# I have a feeling... In the Draft...



## alpngso (May 23, 2003)

Orlando will pick Dwight Howard as their 1st pick.

So... if they do...

Who does charlotte pick?

Emeka?


----------



## nbanoitall (May 21, 2004)

ya know... the bobcats could draft one of the players in the houston orlando trade to hold this up a little...that is unless the magic just do as the bobcats say and take howard...hmmm...there not holding a gun to their head or anything now are they?

:yes:


----------



## jokeaward (May 22, 2003)

uhh, what's the problem with Okafor? He's 6'10". They're set. They will take Howard or Okafor.

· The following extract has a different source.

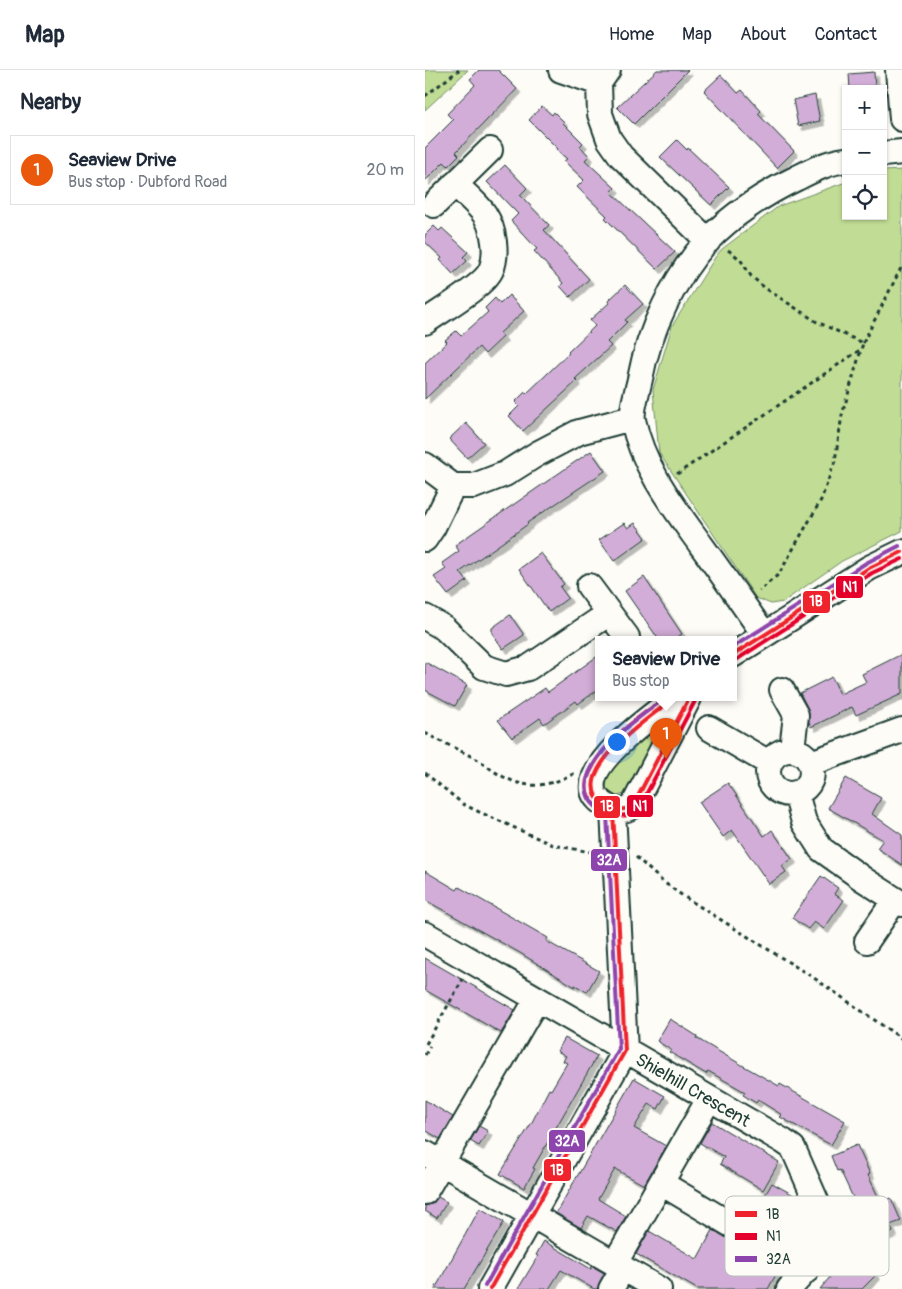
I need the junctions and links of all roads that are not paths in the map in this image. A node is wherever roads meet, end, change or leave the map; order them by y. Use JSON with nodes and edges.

Deng is a longshot, especially since the PFs and Cs in the exp. draft will be worse than the SFs, SGs, and PGs.


----------



## FSH (Aug 3, 2002)

Emeka isnt 6'10 he is like 6'8 1/2


----------



## Captain Obvious (Jun 15, 2003)

No you're wrong he is 6-10


----------



## dork (Mar 21, 2004)

> Originally posted by <b>Captain Obvious</b>!
> No you're wrong he is 6-10


no he is right, hes more like 6 foot 8.


----------



## Drewbs (Feb 16, 2004)

Emeka's back problems scare me.


----------



## Kicito (Jun 3, 2003)

> Originally posted by <b>dork</b>!
> 
> no he is right, hes more like 6 foot 8.


Okafor measured in at 6'10 with shoes, at least that's what they said at the Chicago Pre-Draft Camp.


----------



## JNice (Jul 13, 2002)

> Originally posted by <b>dork</b>!
> 
> 
> no he is right, hes more like 6 foot 8.


6'8.75" without shoes, 6'10" with


----------



## CrossOver (May 19, 2003)

Emeka is 6' 10" as it sure doesn't look like the NBA is going to go barefoot for at least some time in the near future.


----------



## Nevus (Jun 3, 2003)

Emeka is 6'10" and over 250 pounds... he's a legit big man. He's long and athletic enough to play center. I think the Bobcats want Okafor more than they do Howard.


----------